StatisticsMay 15, 2018

How golf's best players earn their World Ranking points (and why Justin Thomas deserves being No. 1)

Justin Thomas
Jamie Squire/Getty Images

It’s been a busy week atop the Official World Golf Rankings. With his runaway Players Championship win, Webb Simpson cracked the top 20 for the first time since early 2014, but that was minor news compared to what happened at the top. Justin Thomas finally managed to dislodge Dustin Johnson as World No. 1, albeit in a somewhat anti-climatic fashion.

In all, there were 10 changes to the OWGR’s Top 20 after the Players. With such a heavy shake-up, now seems like the perfect time for a quick breakdown of the players residing at the very top of the game.

To be more specific, it’s not really who is in the OWGR Top 20 that’s got My fancy. Rather, how did those players win their points. The chart below is my attempt to answer that question.

On one axis is the number of events players play that count towards their OWGR (their divisor). The other is players’ average number of points won during those tournaments.

As you might be able to spot, there are four clusters that quickly emerge.

Cluster 1: Plays Often

The first group—consisting of Webb Simpson, Alex Noren, Marc Leishman, Patrick Reed and Tommy Fleetwood—is nestled in the top left corner of the graph. These players don’t always play incredibly well relative to their top-20 peers, but they play a lot. They win their points either by playing consistently over a high volume at tournaments (think Leishman, who has five top-25 finishes and 11 made cuts in 13 starts this season), or by putting together streaks good enough to negate their inconsistent patches (like Reed, who had four MCs and no top-10s in eight official events before putting together six straight top-10s, including a Masters win).

Cluster 2: Plays Less

Phil Mickelson, Bubba Watson, Sergio Garcia, Henrik Stenson, Paul Casey and Hideki Matsuyama are in the next group. This cluster plays similarly to the first, but they don’t play as often. It’s a dangerous strategy in that you’re the margin for error when they do play is small. Perhaps it’s no surprise, than, that five of these players are ranked between 12th and 20th in the OWGR.

Cluster 3: Plays Less, But Better

This is the real estate where Cluster 2 ideally wants to live. Brooks Koepka, Rory McIlroy, Jason Day and Justin Rose all don’t play as much relative to others in the OWGR’s Top 20, but they rarely disappoint when they do. Day and Rose are the best examples. Together they’ve combined for only 19 PGA Tour starts this season, but have three wins, 15 top-25s between them and neither has missed a cut.
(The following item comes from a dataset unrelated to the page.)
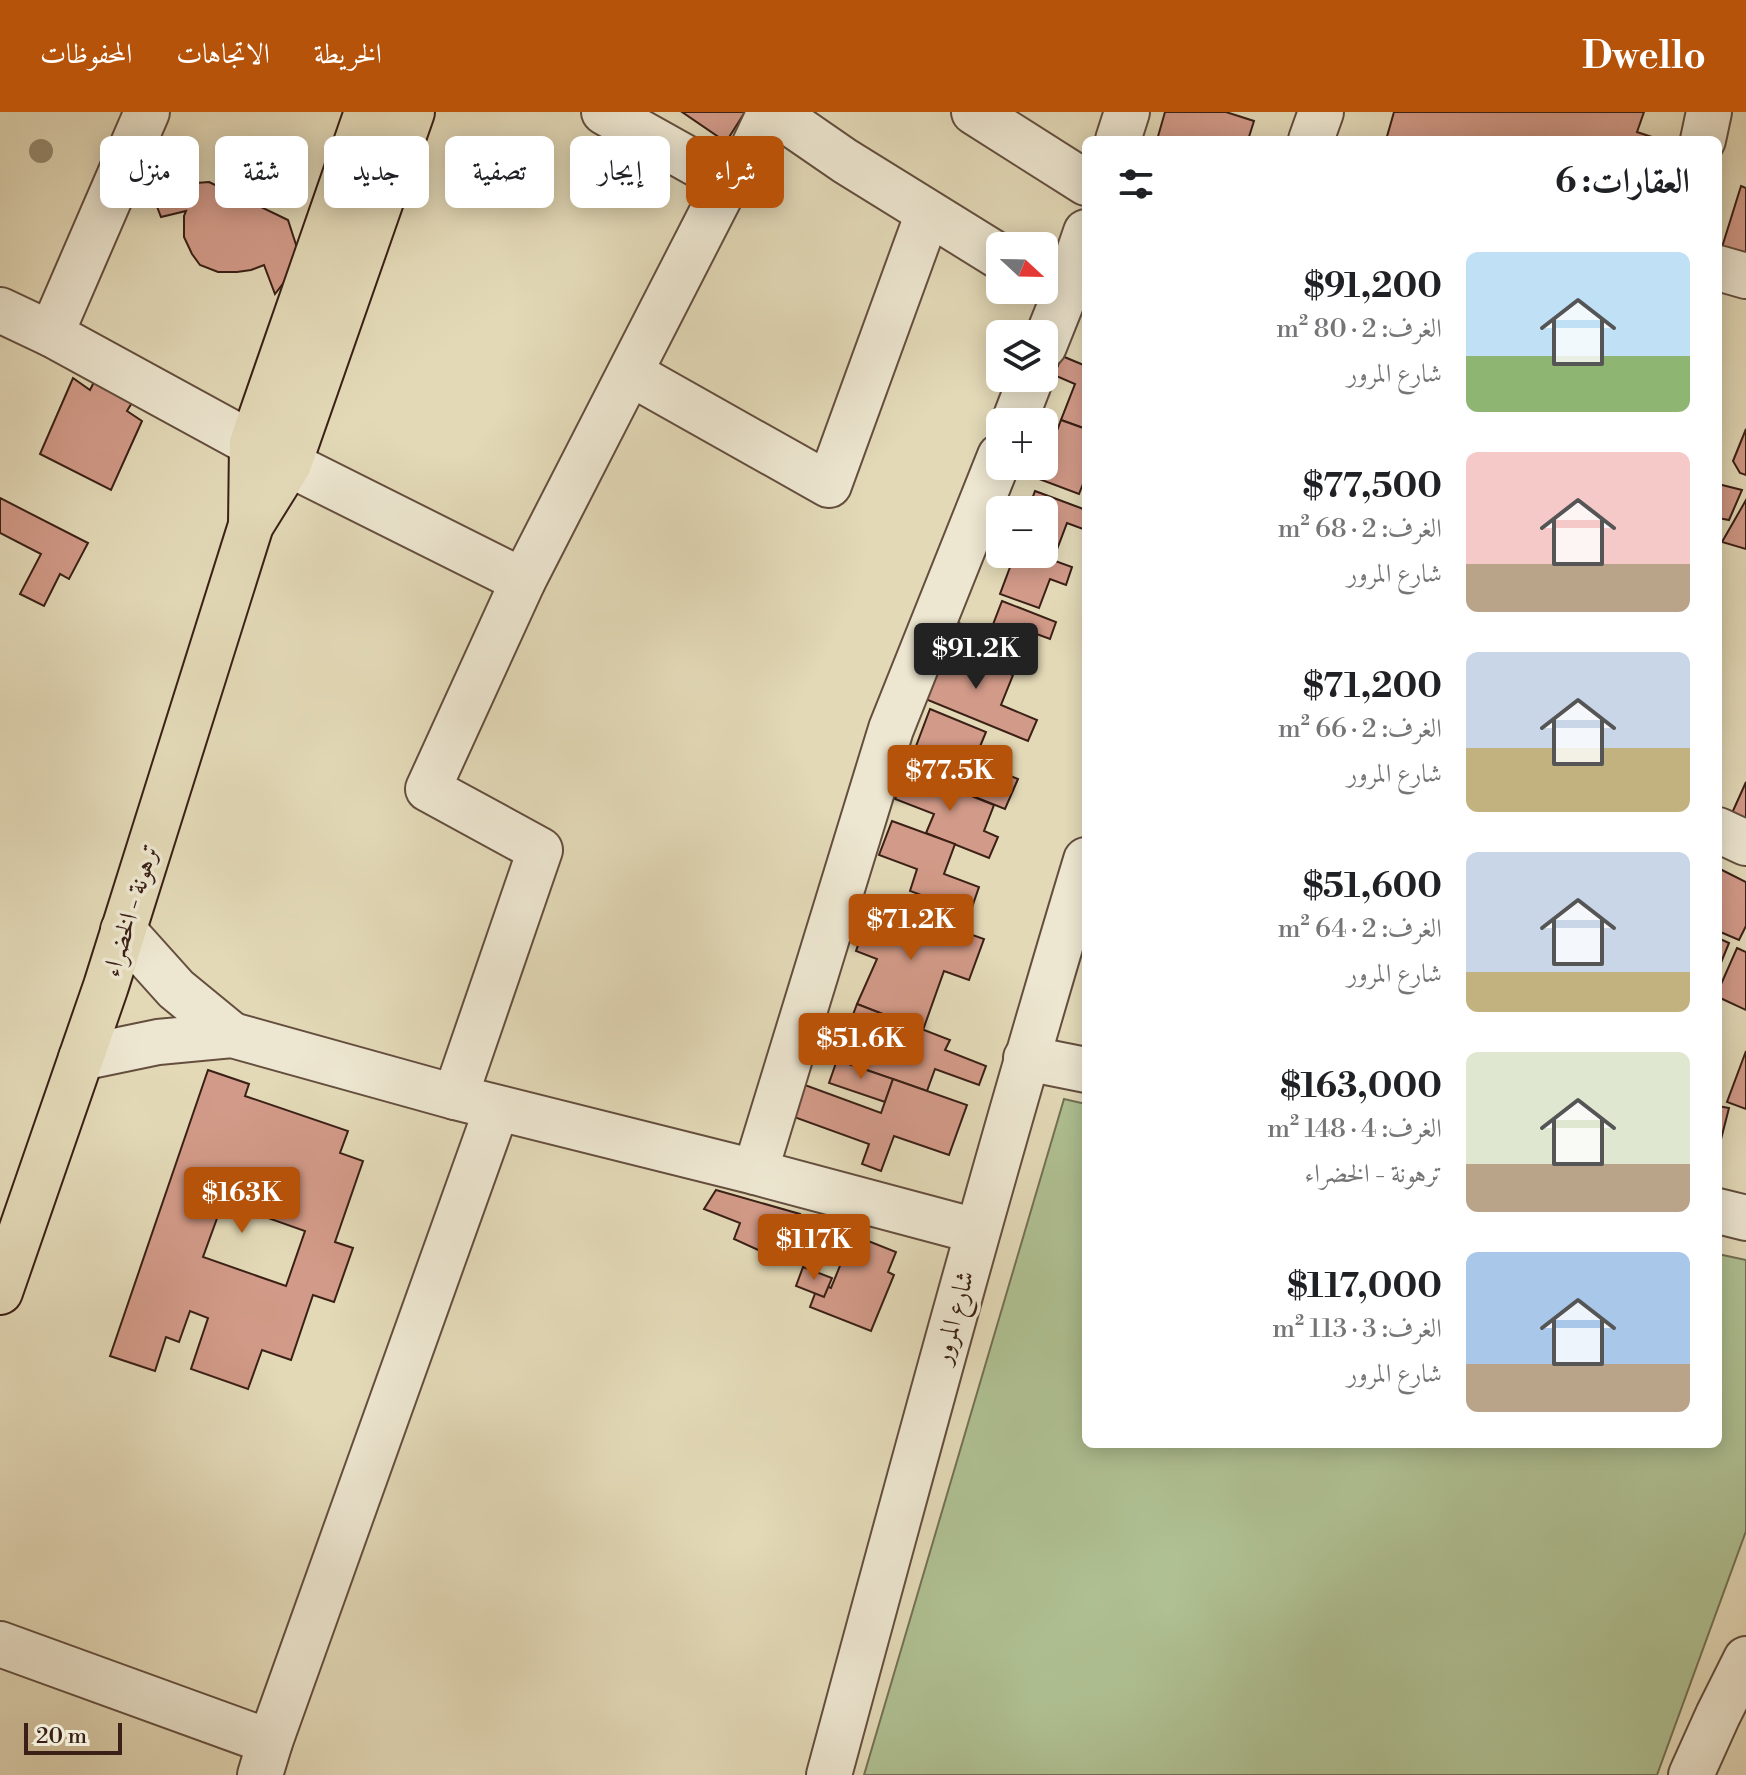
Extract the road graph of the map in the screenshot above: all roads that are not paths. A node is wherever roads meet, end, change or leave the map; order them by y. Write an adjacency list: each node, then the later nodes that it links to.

Cluster 4: Plays More, Plays Well

The fourth and final category is the best of both worlds: Players who play often and maintain a consistently elite level. Rickie Fowler, Jordan Spieth, Jon Rahm, Dustin Johnson are all in this group, but as you can see, Justin Thomas is the stand-out. He doesn’t just play often, he also boasts the highest average points won (9.1842) whenever he does play. It’s nothing short of the hallowed ground, and it’s not hard to see why he’s the new World No. 1.